The transistor was invented in Bell Labs in the late 40s , yet it was the Japanese who used them so effectively to produce cheap tranny radios and record players teen agers could afford to buy. Where was the Labour Party /unions supporting the manufacture of affordable consumer electronics in the mid 60s?
When Wilson used the phrase ” White Heat of Technology ) in 1963-1964, The Labour Party /unions had 15 years up to 1979 to undertake the upgrading of peoples education and technical skills. Look at what Germany and Japan achieved between 1948 and 1963!
As they “when you are un-employed it is the recession , when I a um-employed it is depression”. Anyone who becomes un-employed suffers a tragedy . Until we as nation whole heartedly , embrace the same attitude to obtaining technical education and skills, continuous improvement , total quality management and continuously upgrading skills we cannot compete with Germany, Japan, and S Korea. However, we can learn from Japan . Post 1945 Japan built new factories rather than use the existing and outdated ones we did in the UK and therefore were able to leap frog us when it came to innovation in manufacturing technology. I consider that if produce a population better technically educated and skilled we can leap from USA, Germany, Japan, S Korea and China . Some British car factories have higher productivity than Japanese ones . If we use shale gas of N England we can bring back manufacturing the same way it is happening in the USA. Cheap land in the former industrial areas of the UK; highly technically educated and skilled workforce , cheap shale gas and good technical universities can create high value manufacturing.
Stuart.
it is a fair comment. Michael Heseltine was perhaps the only minister in Thatchers cabinet that appreciated the necessity to regenerate ares blighted by the economic policies
As Environment Secretary in 1981, he opened Britain’s first Enterprise Zone at Corby in Northamptonshire. Heseltine was responsible for developing the policies that led to five bi-annual National Garden Festivals starting in 1984. He established Development Corporations that were directly appointed by the minister and overrode local authority planning controls.

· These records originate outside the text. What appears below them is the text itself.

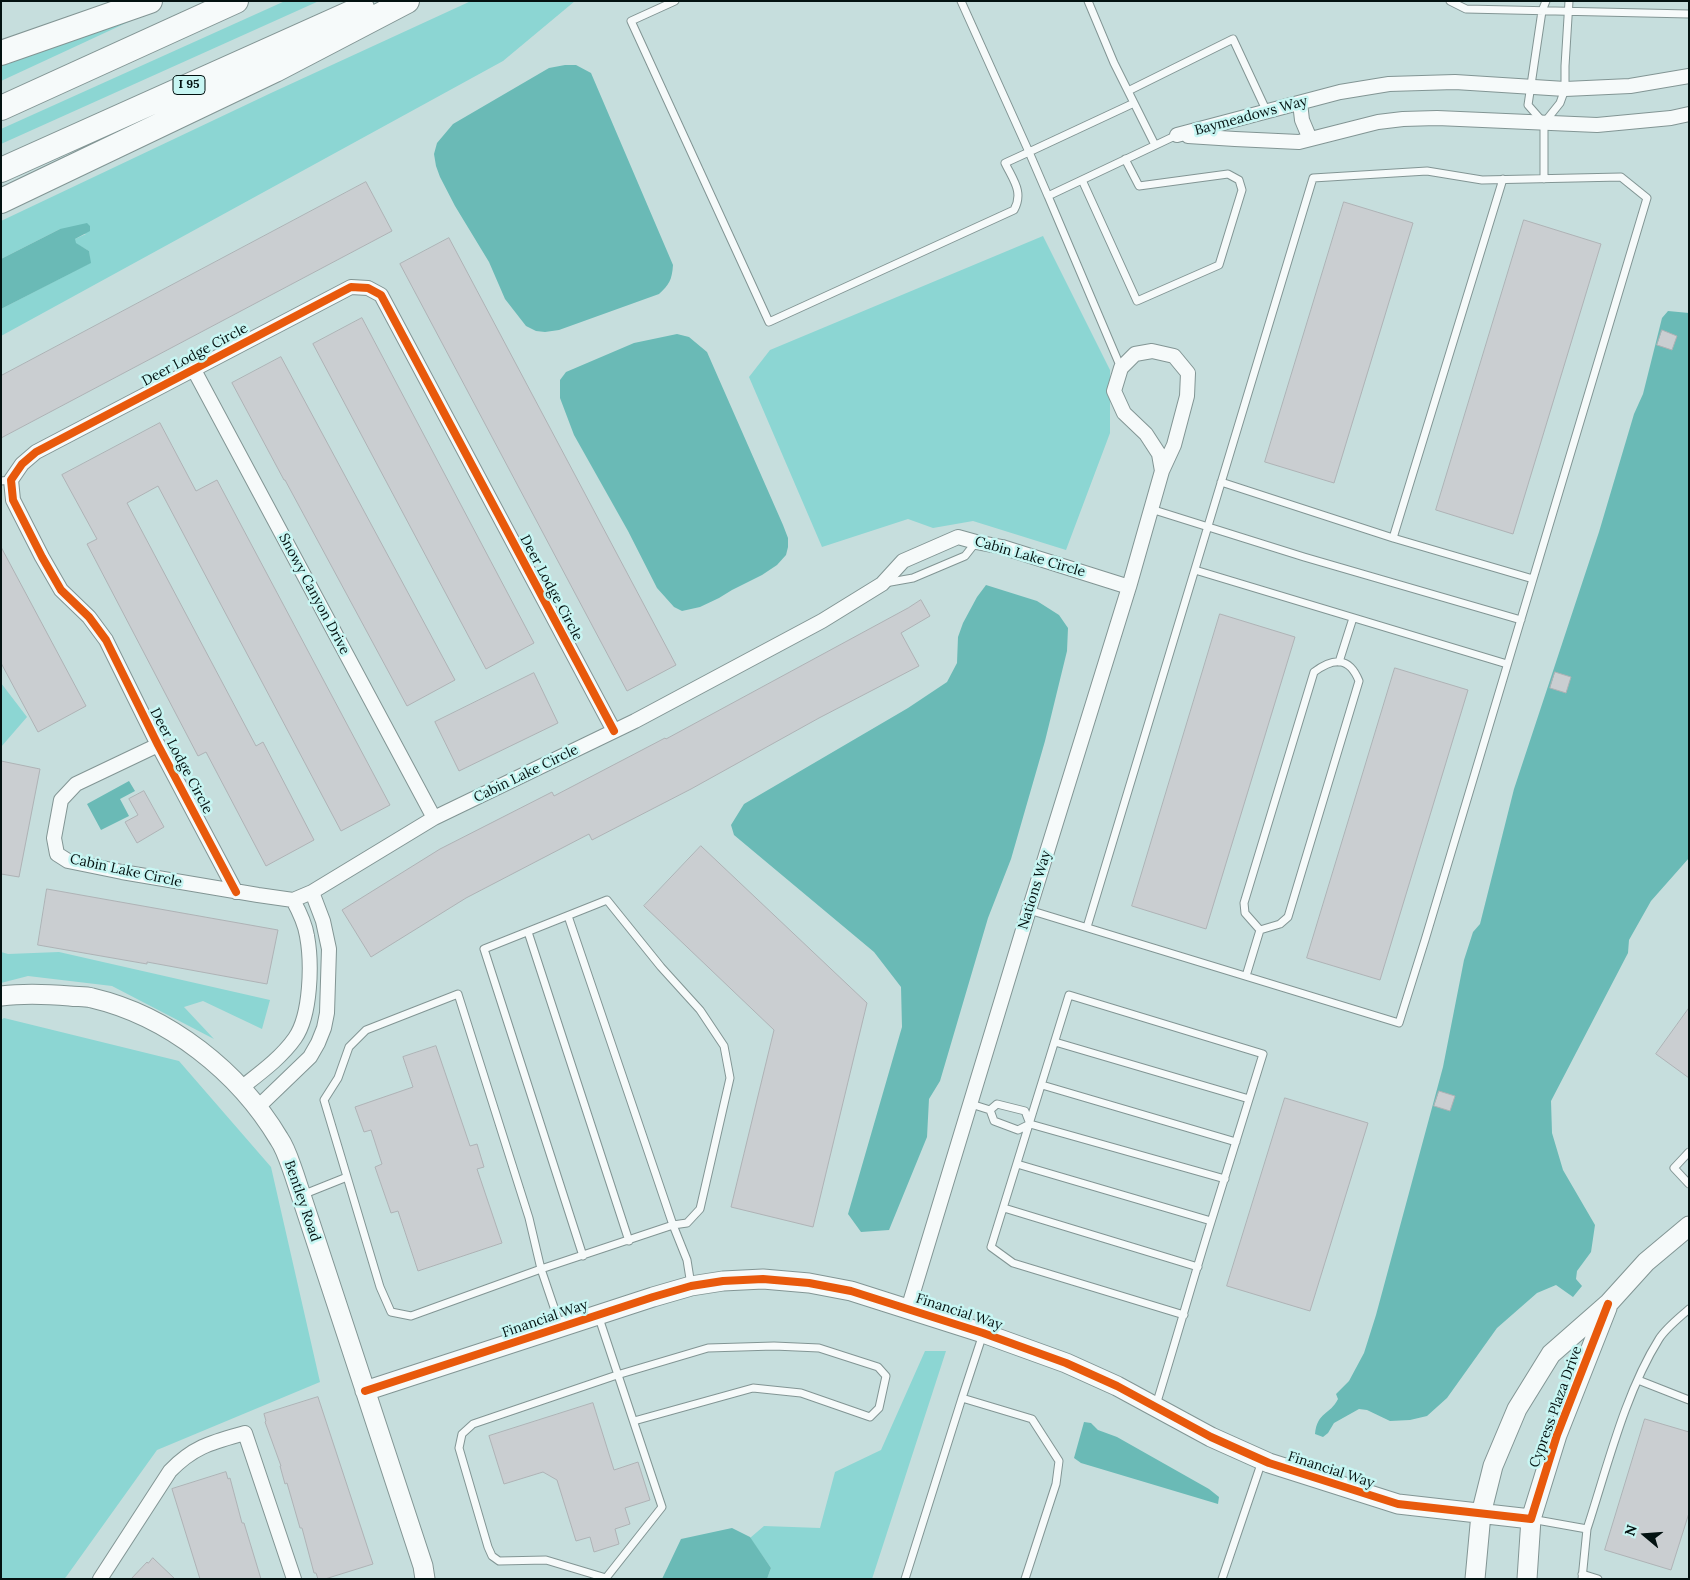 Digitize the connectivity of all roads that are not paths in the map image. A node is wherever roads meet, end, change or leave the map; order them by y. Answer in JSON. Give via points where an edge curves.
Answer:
{"nodes":[{"id":1,"x":150,"y":1,"type":"edge"},
{"id":2,"x":236,"y":1,"type":"edge"},
{"id":3,"x":377,"y":1,"type":"edge"},
{"id":4,"x":407,"y":1,"type":"edge"},
{"id":5,"x":674,"y":1,"type":"edge"},
{"id":6,"x":961,"y":1,"type":"edge"},
{"id":7,"x":1088,"y":1,"type":"edge"},
{"id":8,"x":1450,"y":1,"type":"edge"},
{"id":9,"x":1546,"y":1,"type":"edge"},
{"id":10,"x":1569,"y":1,"type":"edge"},
{"id":11,"x":1542,"y":11,"type":"junction"},
{"id":12,"x":1569,"y":11,"type":"junction"},
{"id":13,"x":1689,"y":14,"type":"edge"},
{"id":14,"x":1,"y":53,"type":"edge"},
{"id":15,"x":1689,"y":76,"type":"edge"},
{"id":16,"x":1530,"y":88,"type":"junction"},
{"id":17,"x":1565,"y":89,"type":"junction"},
{"id":18,"x":1128,"y":91,"type":"junction"},
{"id":19,"x":1134,"y":103,"type":"junction"},
{"id":20,"x":1300,"y":103,"type":"junction"},
{"id":21,"x":1,"y":108,"type":"edge"},
{"id":22,"x":1267,"y":112,"type":"junction"},
{"id":23,"x":1689,"y":114,"type":"edge"},
{"id":24,"x":1544,"y":123,"type":"junction"},
{"id":25,"x":1177,"y":135,"type":"junction"},
{"id":26,"x":1310,"y":139,"type":"junction"},
{"id":27,"x":1155,"y":145,"type":"junction"},
{"id":28,"x":1029,"y":152,"type":"junction"},
{"id":29,"x":1125,"y":159,"type":"junction"},
{"id":30,"x":1,"y":170,"type":"edge"},
{"id":31,"x":1544,"y":179,"type":"junction"},
{"id":32,"x":1082,"y":180,"type":"junction"},
{"id":33,"x":1502,"y":180,"type":"junction"},
{"id":34,"x":1048,"y":196,"type":"junction"},
{"id":35,"x":1,"y":201,"type":"edge"},
{"id":36,"x":1121,"y":368,"type":"junction"},
{"id":37,"x":194,"y":370,"type":"junction"},
{"id":38,"x":1162,"y":472,"type":"junction"},
{"id":39,"x":6,"y":480,"type":"edge"},
{"id":40,"x":1221,"y":482,"type":"junction"},
{"id":41,"x":1151,"y":508,"type":"junction"},
{"id":42,"x":1208,"y":527,"type":"junction"},
{"id":43,"x":1393,"y":538,"type":"junction"},
{"id":44,"x":976,"y":542,"type":"junction"},
{"id":45,"x":1195,"y":570,"type":"junction"},
{"id":46,"x":1533,"y":579,"type":"junction"},
{"id":47,"x":882,"y":584,"type":"junction"},
{"id":48,"x":1129,"y":586,"type":"junction"},
{"id":49,"x":1353,"y":618,"type":"junction"},
{"id":50,"x":1520,"y":620,"type":"junction"},
{"id":51,"x":1339,"y":662,"type":"junction"},
{"id":52,"x":1507,"y":664,"type":"junction"},
{"id":53,"x":614,"y":731,"type":"junction"},
{"id":54,"x":158,"y":745,"type":"junction"},
{"id":55,"x":434,"y":818,"type":"junction"},
{"id":56,"x":236,"y":892,"type":"junction"},
{"id":57,"x":312,"y":892,"type":"junction"},
{"id":58,"x":293,"y":900,"type":"junction"},
{"id":59,"x":1029,"y":910,"type":"junction"},
{"id":60,"x":568,"y":916,"type":"junction"},
{"id":61,"x":1087,"y":927,"type":"junction"},
{"id":62,"x":1260,"y":930,"type":"junction"},
{"id":63,"x":528,"y":932,"type":"junction"},
{"id":64,"x":1246,"y":976,"type":"junction"},
{"id":65,"x":1,"y":996,"type":"edge"},
{"id":66,"x":1055,"y":1042,"type":"junction"},
{"id":67,"x":1042,"y":1085,"type":"junction"},
{"id":68,"x":241,"y":1088,"type":"junction"},
{"id":69,"x":1249,"y":1099,"type":"junction"},
{"id":70,"x":971,"y":1104,"type":"junction"},
{"id":71,"x":257,"y":1108,"type":"junction"},
{"id":72,"x":990,"y":1110,"type":"junction"},
{"id":73,"x":1030,"y":1124,"type":"junction"},
{"id":74,"x":1236,"y":1142,"type":"junction"},
{"id":75,"x":1689,"y":1152,"type":"edge"},
{"id":76,"x":1017,"y":1164,"type":"junction"},
{"id":77,"x":348,"y":1178,"type":"junction"},
{"id":78,"x":1225,"y":1179,"type":"junction"},
{"id":79,"x":1689,"y":1184,"type":"edge"},
{"id":80,"x":302,"y":1195,"type":"junction"},
{"id":81,"x":1004,"y":1208,"type":"junction"},
{"id":82,"x":1211,"y":1221,"type":"junction"},
{"id":83,"x":673,"y":1225,"type":"junction"},
{"id":84,"x":1689,"y":1226,"type":"edge"},
{"id":85,"x":629,"y":1241,"type":"junction"},
{"id":86,"x":583,"y":1256,"type":"junction"},
{"id":87,"x":1198,"y":1267,"type":"junction"},
{"id":88,"x":541,"y":1269,"type":"junction"},
{"id":89,"x":691,"y":1286,"type":"junction"},
{"id":90,"x":1608,"y":1304,"type":"junction"},
{"id":91,"x":908,"y":1309,"type":"junction"},
{"id":92,"x":1689,"y":1309,"type":"edge"},
{"id":93,"x":598,"y":1315,"type":"junction"},
{"id":94,"x":1184,"y":1315,"type":"junction"},
{"id":95,"x":561,"y":1328,"type":"junction"},
{"id":96,"x":983,"y":1333,"type":"junction"},
{"id":97,"x":617,"y":1375,"type":"junction"},
{"id":98,"x":1638,"y":1380,"type":"junction"},
{"id":99,"x":365,"y":1391,"type":"junction"},
{"id":100,"x":962,"y":1398,"type":"junction"},
{"id":101,"x":1689,"y":1400,"type":"edge"},
{"id":102,"x":1155,"y":1407,"type":"junction"},
{"id":103,"x":634,"y":1421,"type":"junction"},
{"id":104,"x":1263,"y":1460,"type":"junction"},
{"id":105,"x":1481,"y":1514,"type":"junction"},
{"id":106,"x":1531,"y":1519,"type":"junction"},
{"id":107,"x":1587,"y":1529,"type":"junction"},
{"id":108,"x":1582,"y":1576,"type":"edge"},
{"id":109,"x":606,"y":1578,"type":"edge"},
{"id":110,"x":100,"y":1579,"type":"edge"},
{"id":111,"x":294,"y":1579,"type":"edge"},
{"id":112,"x":425,"y":1579,"type":"edge"},
{"id":113,"x":905,"y":1579,"type":"edge"},
{"id":114,"x":1025,"y":1579,"type":"edge"},
{"id":115,"x":1222,"y":1579,"type":"edge"},
{"id":116,"x":1475,"y":1579,"type":"edge"},
{"id":117,"x":1527,"y":1579,"type":"edge"},
{"id":118,"x":1598,"y":1579,"type":"edge"}],
"edges":[{"from":1,"to":14,"type":"highway"},
{"from":2,"to":21,"type":"highway"},
{"from":3,"to":30,"type":"highway","number":"I 95"},
{"from":4,"to":35,"type":"highway","via":[[275,70]]},
{"from":5,"to":28,"type":"lane","via":[[631,21],[769,322],[1014,210],[1019,201],[1018,192],[1005,164]]},
{"from":6,"to":28,"type":"lane"},
{"from":7,"to":18,"type":"lane"},
{"from":8,"to":11,"type":"lane","via":[[1466,9]]},
{"from":9,"to":11,"type":"lane"},
{"from":10,"to":12,"type":"lane"},
{"from":11,"to":12,"type":"lane"},
{"from":11,"to":16,"type":"lane"},
{"from":12,"to":13,"type":"lane"},
{"from":12,"to":17,"type":"lane"},
{"from":15,"to":17,"type":"street","name":"Baymeadows Way","via":[[1630,86]]},
{"from":16,"to":17,"type":"street","name":"Baymeadows Way"},
{"from":16,"to":20,"type":"street","name":"Baymeadows Way","via":[[1455,82],[1389,84]]},
{"from":16,"to":24,"type":"lane","via":[[1528,105]]},
{"from":17,"to":24,"type":"lane","via":[[1560,103]]},
{"from":18,"to":19,"type":"lane"},
{"from":18,"to":22,"type":"lane","via":[[1233,39]]},
{"from":19,"to":27,"type":"lane"},
{"from":19,"to":28,"type":"lane"},
{"from":20,"to":22,"type":"street","name":"Baymeadows Way"},
{"from":20,"to":26,"type":"street","via":[[1302,120]]},
{"from":22,"to":25,"type":"street","name":"Baymeadows Way"},
{"from":23,"to":24,"type":"street","name":"Baymeadows Way","via":[[1597,125]]},
{"from":24,"to":26,"type":"street","name":"Baymeadows Way","via":[[1403,119]]},
{"from":24,"to":31,"type":"lane"},
{"from":25,"to":26,"type":"street","name":"Baymeadows Way","via":[[1299,142]]},
{"from":25,"to":27,"type":"lane"},
{"from":27,"to":29,"type":"lane"},
{"from":28,"to":34,"type":"lane"},
{"from":29,"to":32,"type":"lane"},
{"from":29,"to":32,"type":"lane","via":[[1139,186],[1228,174],[1239,180],[1242,190],[1219,265],[1137,301]]},
{"from":31,"to":33,"type":"lane"},
{"from":31,"to":46,"type":"lane","via":[[1621,177],[1647,198]]},
{"from":32,"to":34,"type":"lane"},
{"from":33,"to":40,"type":"lane","via":[[1427,171],[1313,178]]},
{"from":33,"to":43,"type":"lane"},
{"from":34,"to":36,"type":"lane"},
{"from":36,"to":38,"type":"street","via":[[1114,391],[1124,413],[1146,434],[1159,454]]},
{"from":36,"to":38,"type":"street","name":"Nations Way","via":[[1135,354],[1152,351],[1174,356],[1188,373],[1187,396],[1174,445]]},
{"from":37,"to":39,"type":"street","name":"Deer Lodge Circle","via":[[36,452]]},
{"from":37,"to":53,"type":"street","name":"Deer Lodge Circle","via":[[351,287],[368,288],[381,295]]},
{"from":37,"to":55,"type":"street","name":"Snowy Canyon Drive"},
{"from":38,"to":41,"type":"street","name":"Nations Way"},
{"from":39,"to":54,"type":"street","name":"Deer Lodge Circle","via":[[61,590],[89,617],[106,640]]},
{"from":40,"to":42,"type":"lane"},
{"from":40,"to":43,"type":"lane"},
{"from":41,"to":42,"type":"lane"},
{"from":41,"to":48,"type":"street","name":"Nations Way"},
{"from":42,"to":45,"type":"lane"},
{"from":42,"to":50,"type":"lane"},
{"from":43,"to":46,"type":"lane"},
{"from":44,"to":47,"type":"lane","via":[[965,556],[913,578]]},
{"from":44,"to":47,"type":"street","name":"Cabin Lake Circle","via":[[958,537],[903,561]]},
{"from":44,"to":48,"type":"street","name":"Cabin Lake Circle","via":[[1002,546]]},
{"from":45,"to":49,"type":"lane"},
{"from":45,"to":61,"type":"lane"},
{"from":46,"to":50,"type":"lane"},
{"from":47,"to":53,"type":"street","name":"Cabin Lake Circle","via":[[822,620]]},
{"from":48,"to":59,"type":"street","name":"Nations Way"},
{"from":49,"to":51,"type":"lane"},
{"from":49,"to":52,"type":"lane"},
{"from":50,"to":52,"type":"lane"},
{"from":51,"to":62,"type":"lane","via":[[1334,660],[1314,672],[1244,904],[1245,913]]},
{"from":51,"to":62,"type":"lane","via":[[1355,671],[1359,681],[1288,917],[1280,924]]},
{"from":52,"to":64,"type":"lane","via":[[1399,1023]]},
{"from":53,"to":55,"type":"street","name":"Cabin Lake Circle"},
{"from":54,"to":56,"type":"street","name":"Deer Lodge Circle"},
{"from":54,"to":56,"type":"street","name":"Cabin Lake Circle","via":[[76,784],[61,800],[54,838],[57,854],[68,861]]},
{"from":55,"to":57,"type":"street","name":"Cabin Lake Circle"},
{"from":56,"to":58,"type":"street","name":"Cabin Lake Circle"},
{"from":57,"to":58,"type":"street","name":"Cabin Lake Circle"},
{"from":57,"to":71,"type":"street","via":[[329,949],[324,1028],[310,1057]]},
{"from":58,"to":68,"type":"street","via":[[305,928],[309,951],[309,979],[302,1024],[295,1038],[272,1064]]},
{"from":59,"to":61,"type":"lane"},
{"from":59,"to":70,"type":"street","name":"Nations Way"},
{"from":60,"to":63,"type":"lane"},
{"from":60,"to":83,"type":"lane"},
{"from":60,"to":83,"type":"lane","via":[[607,900],[700,1010],[724,1046],[730,1078],[700,1209],[687,1223]]},
{"from":61,"to":64,"type":"lane"},
{"from":62,"to":64,"type":"lane"},
{"from":63,"to":85,"type":"lane"},
{"from":63,"to":86,"type":"lane","via":[[484,949]]},
{"from":65,"to":68,"type":"street","name":"Bentley Road","via":[[39,994],[91,998],[126,1009],[192,1043]]},
{"from":66,"to":67,"type":"lane"},
{"from":66,"to":69,"type":"lane"},
{"from":66,"to":69,"type":"lane","via":[[1069,995],[1263,1054]]},
{"from":67,"to":73,"type":"lane"},
{"from":67,"to":74,"type":"lane"},
{"from":68,"to":71,"type":"street","name":"Bentley Road"},
{"from":69,"to":74,"type":"lane"},
{"from":70,"to":72,"type":"lane"},
{"from":70,"to":91,"type":"street","name":"Nations Way"},
{"from":71,"to":80,"type":"street","name":"Bentley Road","via":[[280,1140]]},
{"from":72,"to":73,"type":"lane","via":[[994,1121],[1018,1130]]},
{"from":72,"to":73,"type":"lane","via":[[997,1104],[1025,1111]]},
{"from":73,"to":76,"type":"lane"},
{"from":73,"to":78,"type":"lane"},
{"from":74,"to":78,"type":"lane"},
{"from":75,"to":79,"type":"lane","via":[[1674,1168]]},
{"from":76,"to":81,"type":"lane"},
{"from":76,"to":82,"type":"lane"},
{"from":77,"to":80,"type":"lane"},
{"from":77,"to":88,"type":"lane","via":[[380,1287],[391,1312],[411,1316]]},
{"from":77,"to":88,"type":"lane","via":[[324,1100],[338,1078],[349,1047],[366,1030],[458,994],[529,1218]]},
{"from":78,"to":82,"type":"lane"},
{"from":80,"to":99,"type":"street","name":"Bentley Road"},
{"from":81,"to":87,"type":"lane"},
{"from":81,"to":94,"type":"lane","via":[[992,1247],[1013,1263]]},
{"from":82,"to":87,"type":"lane"},
{"from":83,"to":85,"type":"lane"},
{"from":83,"to":89,"type":"lane","via":[[687,1260]]},
{"from":84,"to":90,"type":"street","name":"Cypress Plaza Drive","via":[[1646,1262]]},
{"from":85,"to":86,"type":"lane"},
{"from":86,"to":88,"type":"lane"},
{"from":87,"to":94,"type":"lane"},
{"from":88,"to":95,"type":"lane"},
{"from":89,"to":91,"type":"street","name":"Financial Way","via":[[763,1279],[810,1283],[851,1291]]},
{"from":89,"to":93,"type":"street","name":"Financial Way"},
{"from":90,"to":105,"type":"street","name":"Cypress Plaza Drive","via":[[1551,1354],[1517,1408],[1492,1466]]},
{"from":90,"to":106,"type":"street","name":"Cypress Plaza Drive","via":[[1557,1435]]},
{"from":91,"to":96,"type":"street","name":"Financial Way"},
{"from":92,"to":98,"type":"lane","via":[[1660,1337]]},
{"from":93,"to":95,"type":"street","name":"Financial Way"},
{"from":93,"to":97,"type":"lane"},
{"from":94,"to":102,"type":"lane"},
{"from":95,"to":99,"type":"street","name":"Financial Way"},
{"from":96,"to":100,"type":"lane"},
{"from":96,"to":102,"type":"street","name":"Financial Way","via":[[1066,1363]]},
{"from":97,"to":103,"type":"lane"},
{"from":97,"to":103,"type":"lane","via":[[708,1348],[774,1346],[819,1348],[878,1367],[886,1376],[879,1408],[870,1417],[800,1393],[753,1388]]},
{"from":97,"to":109,"type":"lane","via":[[474,1424],[462,1434],[459,1448],[492,1556],[499,1561],[546,1560]]},
{"from":98,"to":101,"type":"lane"},
{"from":98,"to":107,"type":"lane"},
{"from":99,"to":112,"type":"street","name":"Bentley Road"},
{"from":100,"to":113,"type":"lane"},
{"from":100,"to":114,"type":"lane","via":[[1032,1419],[1060,1461],[1056,1484]]},
{"from":102,"to":104,"type":"street","name":"Financial Way"},
{"from":103,"to":109,"type":"lane","via":[[662,1506]]},
{"from":104,"to":105,"type":"street","name":"Financial Way","via":[[1398,1504]]},
{"from":104,"to":115,"type":"lane"},
{"from":105,"to":106,"type":"street","name":"Financial Way"},
{"from":105,"to":116,"type":"street","name":"Cypress Plaza Drive"},
{"from":106,"to":107,"type":"lane"},
{"from":106,"to":117,"type":"street","name":"Cypress Plaza Drive"},
{"from":107,"to":108,"type":"lane"},
{"from":108,"to":118,"type":"lane"},
{"from":110,"to":111,"type":"street","via":[[170,1471],[182,1458],[197,1448],[245,1432]]}]}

As well as beginning the turnaround of Liverpool after the nadir of the 1981 violence in Toxteth – against Thatcher’s gut feelings – Heseltine constructed a framework for regional revival more generally. The government offices in the regions, were his idea and he saw them through from birth to flourishing, again against the scepticism of the The Lady and many Conservative colleagues.
More recently, he was commissioned to draw up “Plan H” or “No Stone Left Unturned” to stimulate growth in local areas. Since then 81 out of his 89 recommendations have been adopted. He has also co-authored a report with Sir Terry Leahy called Rebalancing Britain which dealt in detail with the challenge of bringing more investment to Merseyside.
If Tory wets like Heseltine had held more sway in the Thatcher & Major governments and Brown & Blair had focused as much energy on an industrial strategy as they did on public services, we might be a lot further down the road today in preparing to meet the competitive challenge of fast developing Bric countries.